Only the lines containing "picture" belong in the answer; find them in the material below.

● DATA TO USE:
____________

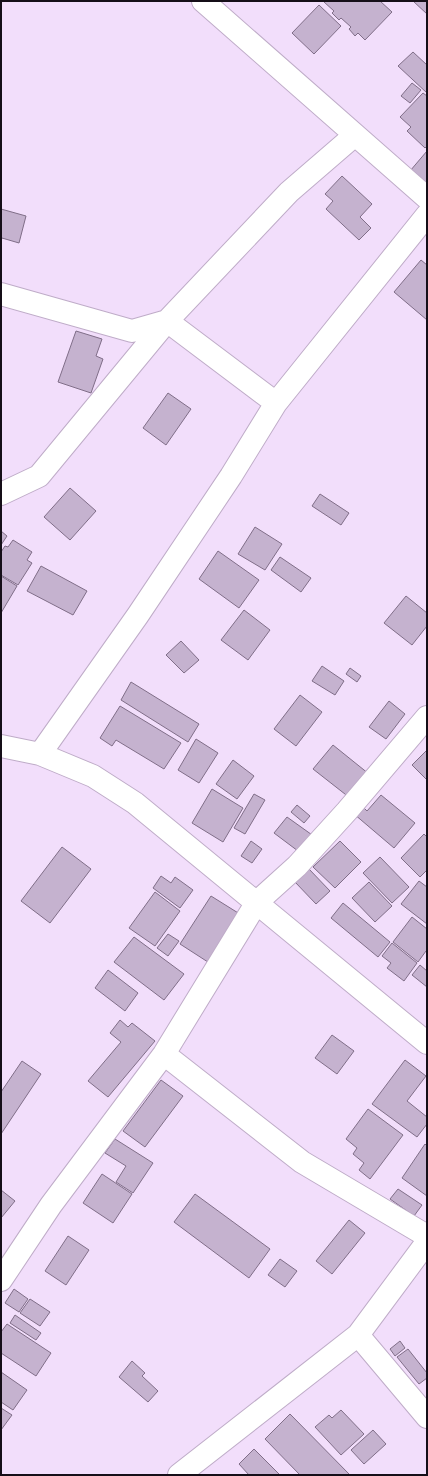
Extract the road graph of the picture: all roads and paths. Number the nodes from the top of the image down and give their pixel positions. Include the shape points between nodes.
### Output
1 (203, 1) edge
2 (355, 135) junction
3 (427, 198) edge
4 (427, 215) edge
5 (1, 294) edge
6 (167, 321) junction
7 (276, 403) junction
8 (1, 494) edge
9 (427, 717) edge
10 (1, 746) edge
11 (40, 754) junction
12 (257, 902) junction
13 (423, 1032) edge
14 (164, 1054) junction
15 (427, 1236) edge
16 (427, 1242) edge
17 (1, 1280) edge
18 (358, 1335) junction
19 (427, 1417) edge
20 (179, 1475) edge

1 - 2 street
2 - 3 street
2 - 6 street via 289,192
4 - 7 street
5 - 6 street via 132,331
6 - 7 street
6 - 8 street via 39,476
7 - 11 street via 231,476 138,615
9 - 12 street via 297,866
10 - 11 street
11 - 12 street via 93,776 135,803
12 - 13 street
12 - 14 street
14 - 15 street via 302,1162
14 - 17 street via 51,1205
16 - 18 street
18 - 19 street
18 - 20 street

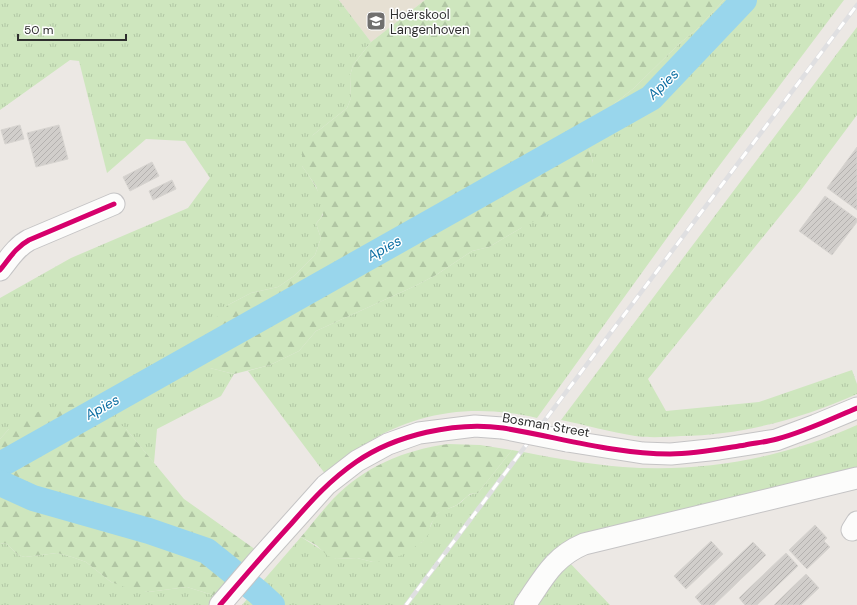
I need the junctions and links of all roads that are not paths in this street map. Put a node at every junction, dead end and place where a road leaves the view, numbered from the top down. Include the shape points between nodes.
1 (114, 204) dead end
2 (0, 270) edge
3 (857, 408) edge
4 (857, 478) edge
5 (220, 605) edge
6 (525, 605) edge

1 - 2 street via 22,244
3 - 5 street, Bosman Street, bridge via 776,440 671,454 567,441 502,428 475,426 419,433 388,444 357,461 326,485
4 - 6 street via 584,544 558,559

____________

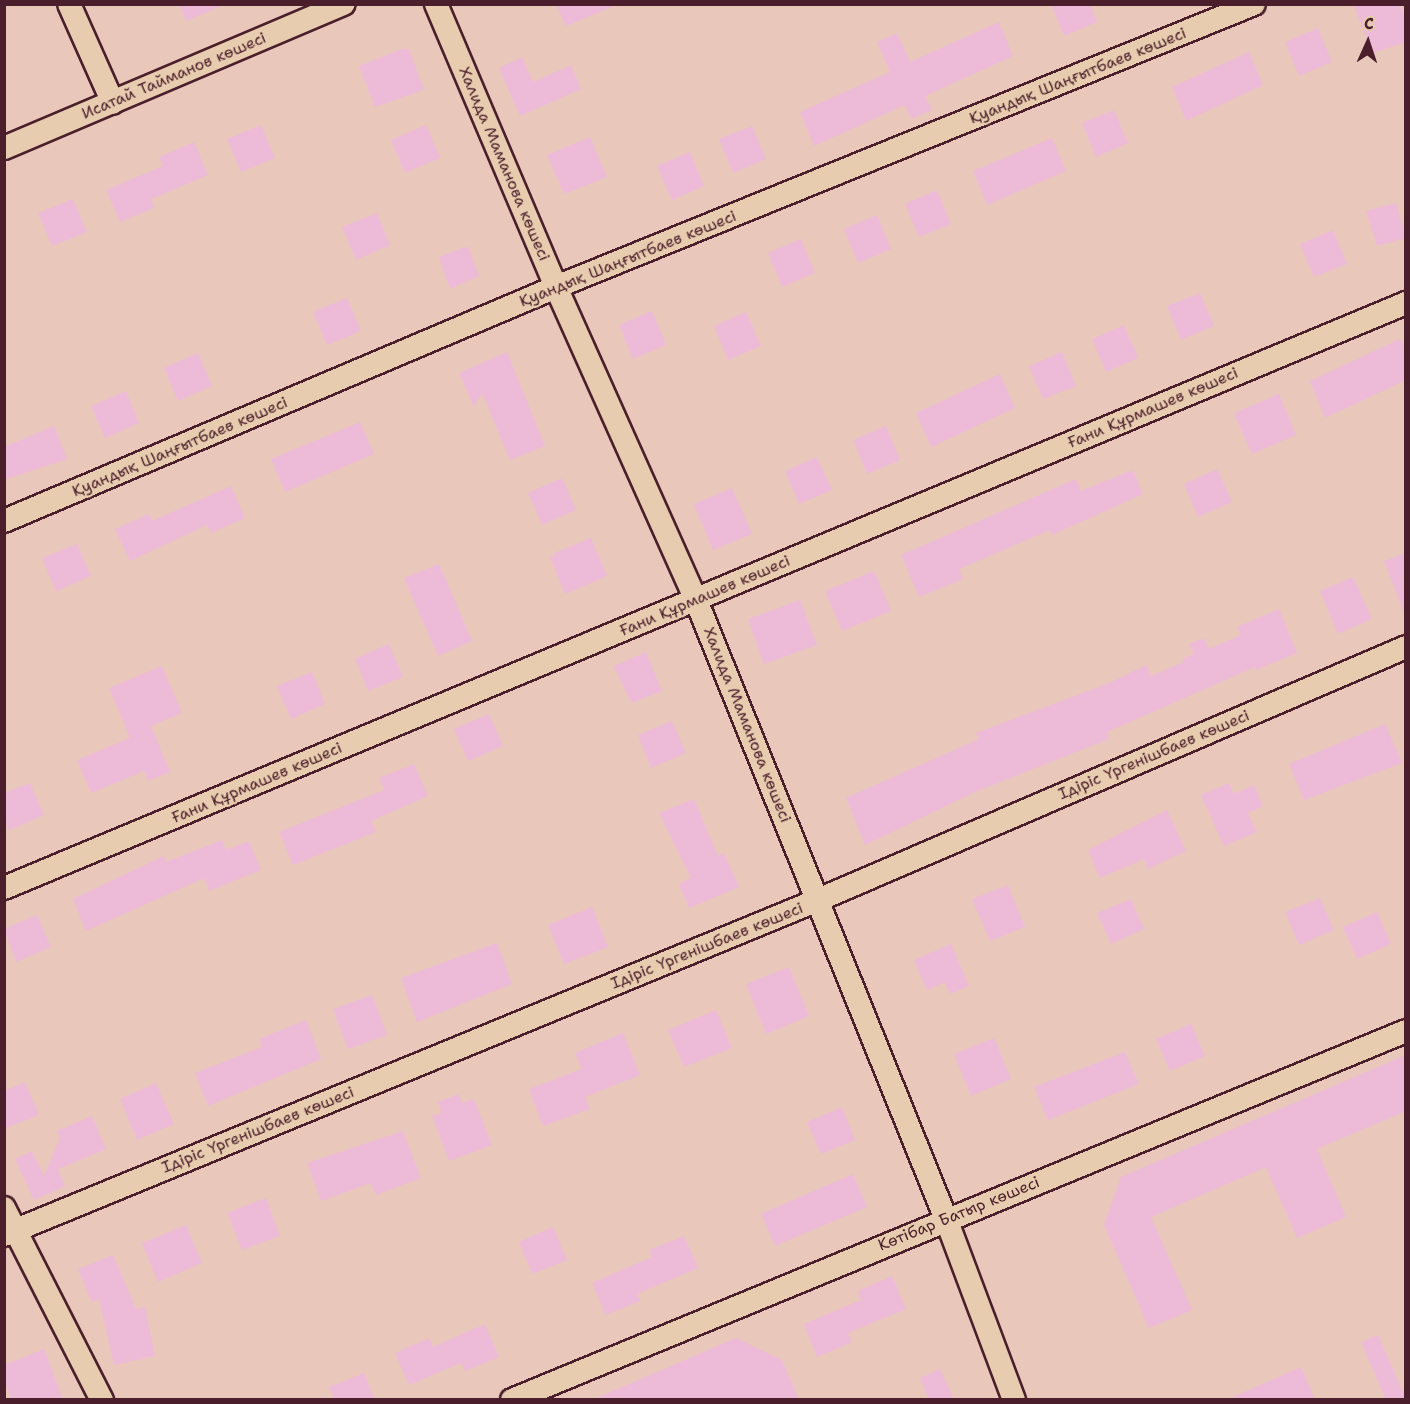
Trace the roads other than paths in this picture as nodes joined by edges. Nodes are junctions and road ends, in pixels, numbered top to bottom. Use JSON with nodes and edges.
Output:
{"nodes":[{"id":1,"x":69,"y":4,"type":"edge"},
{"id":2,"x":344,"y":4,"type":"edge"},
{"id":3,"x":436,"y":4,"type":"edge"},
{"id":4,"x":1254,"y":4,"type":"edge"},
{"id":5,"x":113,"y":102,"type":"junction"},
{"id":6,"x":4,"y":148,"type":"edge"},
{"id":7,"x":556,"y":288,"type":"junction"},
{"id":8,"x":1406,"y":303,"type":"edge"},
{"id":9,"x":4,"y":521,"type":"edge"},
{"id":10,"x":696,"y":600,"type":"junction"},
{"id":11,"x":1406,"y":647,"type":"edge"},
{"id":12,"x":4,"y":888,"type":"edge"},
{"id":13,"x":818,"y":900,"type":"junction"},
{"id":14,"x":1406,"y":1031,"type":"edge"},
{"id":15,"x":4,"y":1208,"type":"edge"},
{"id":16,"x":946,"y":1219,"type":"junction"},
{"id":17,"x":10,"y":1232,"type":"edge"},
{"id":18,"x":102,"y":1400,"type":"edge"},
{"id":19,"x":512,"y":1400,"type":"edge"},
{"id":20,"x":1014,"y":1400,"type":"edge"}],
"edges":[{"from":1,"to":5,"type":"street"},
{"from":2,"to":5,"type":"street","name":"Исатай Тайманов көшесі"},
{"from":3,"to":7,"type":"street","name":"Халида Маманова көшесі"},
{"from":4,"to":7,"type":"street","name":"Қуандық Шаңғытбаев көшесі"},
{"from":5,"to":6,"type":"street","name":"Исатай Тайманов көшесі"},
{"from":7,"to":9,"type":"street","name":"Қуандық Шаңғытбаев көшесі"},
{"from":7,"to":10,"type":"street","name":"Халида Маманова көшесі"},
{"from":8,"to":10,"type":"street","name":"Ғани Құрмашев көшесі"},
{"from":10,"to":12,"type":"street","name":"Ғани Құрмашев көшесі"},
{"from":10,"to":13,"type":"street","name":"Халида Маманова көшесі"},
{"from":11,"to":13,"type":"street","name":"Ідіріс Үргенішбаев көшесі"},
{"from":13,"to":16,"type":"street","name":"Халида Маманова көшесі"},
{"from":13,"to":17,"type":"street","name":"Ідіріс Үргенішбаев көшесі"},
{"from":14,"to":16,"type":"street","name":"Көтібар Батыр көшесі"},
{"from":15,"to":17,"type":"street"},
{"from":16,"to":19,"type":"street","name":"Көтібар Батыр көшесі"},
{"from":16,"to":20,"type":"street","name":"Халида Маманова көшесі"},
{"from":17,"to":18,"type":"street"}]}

____________

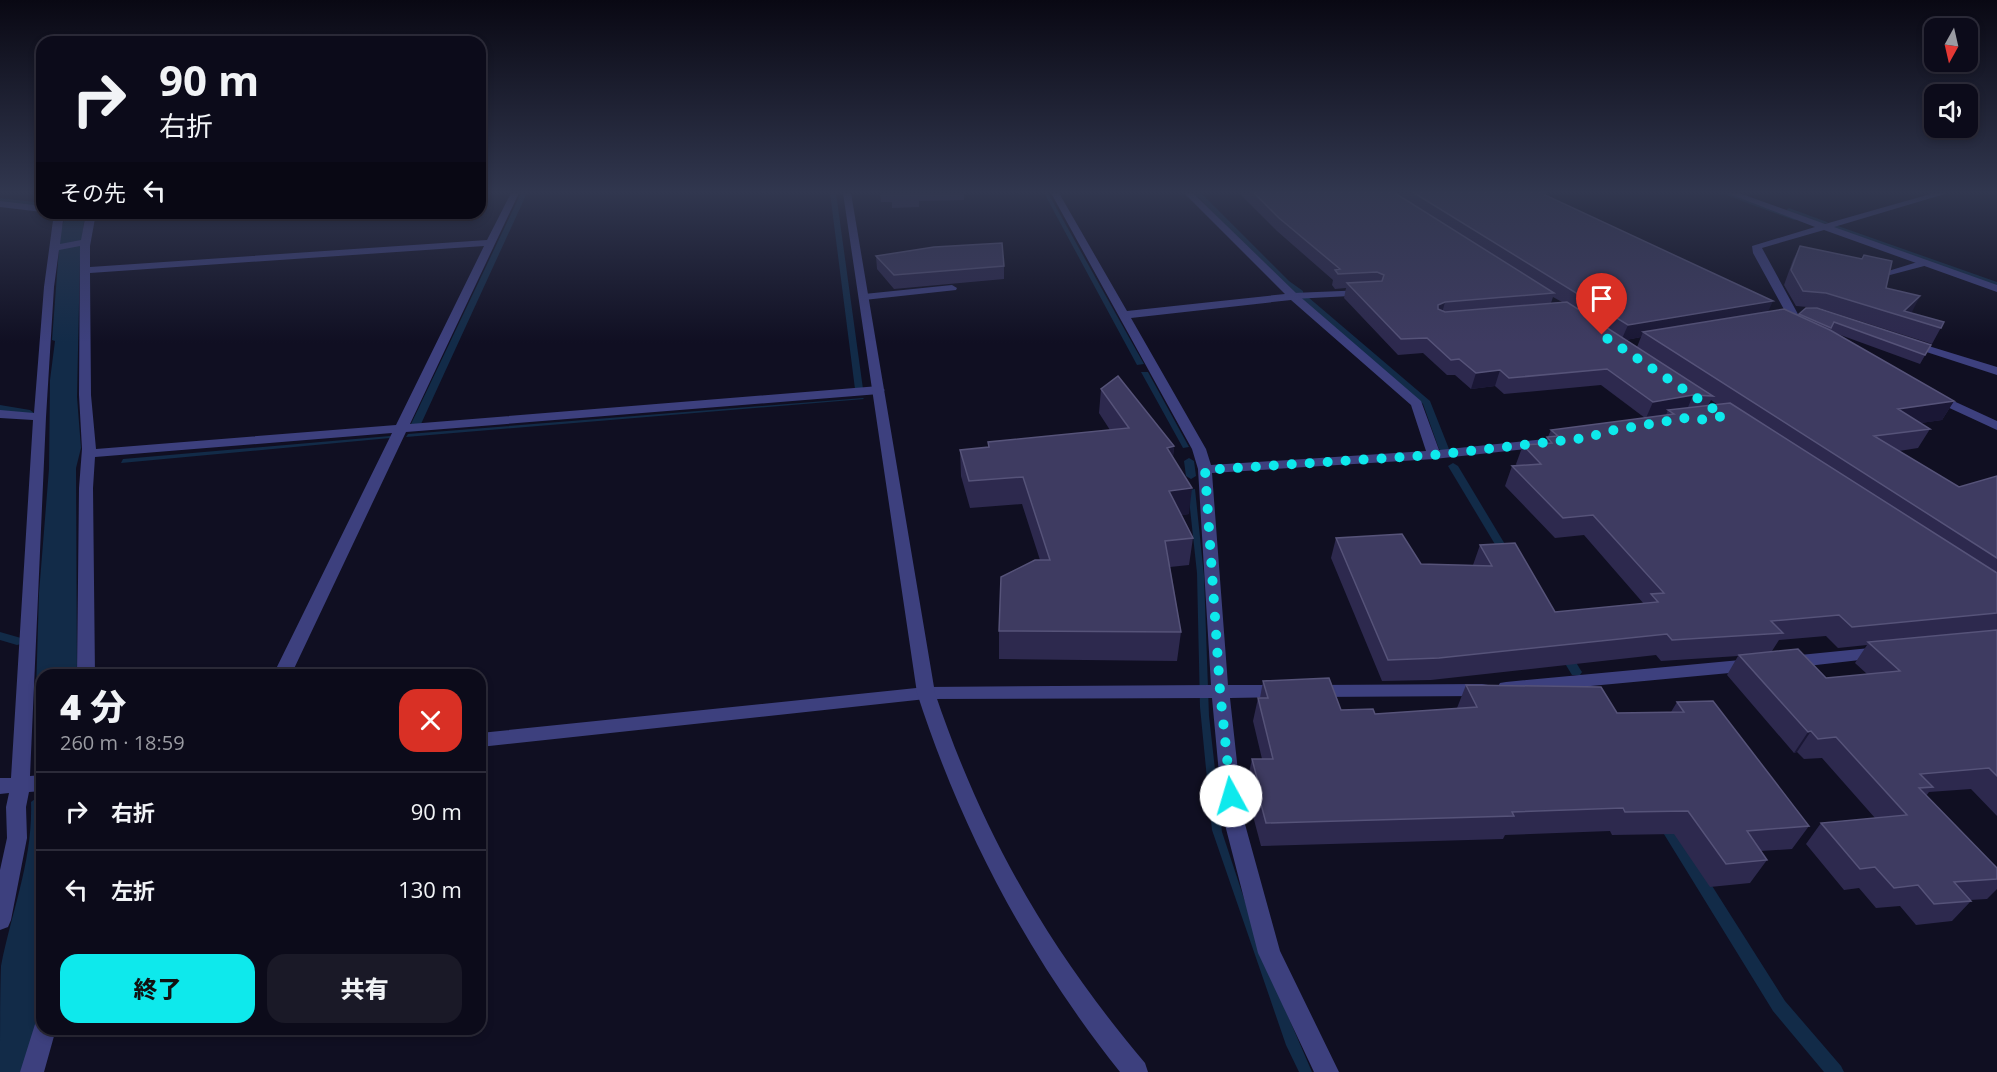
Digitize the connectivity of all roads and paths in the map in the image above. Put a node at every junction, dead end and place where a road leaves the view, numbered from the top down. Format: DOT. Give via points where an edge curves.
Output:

____________

● SOLVED EXERCISE:
Extract the road graph of the picture: all roads and paths. Number the nodes from the top of the image down and give their pixel positions. Include the shape points between nodes.
Trace the roads other than paths in this picture as nodes joined by edges. Nodes are junctions and road ends, in pixels, numbered top to bottom. Use JSON with nodes and edges.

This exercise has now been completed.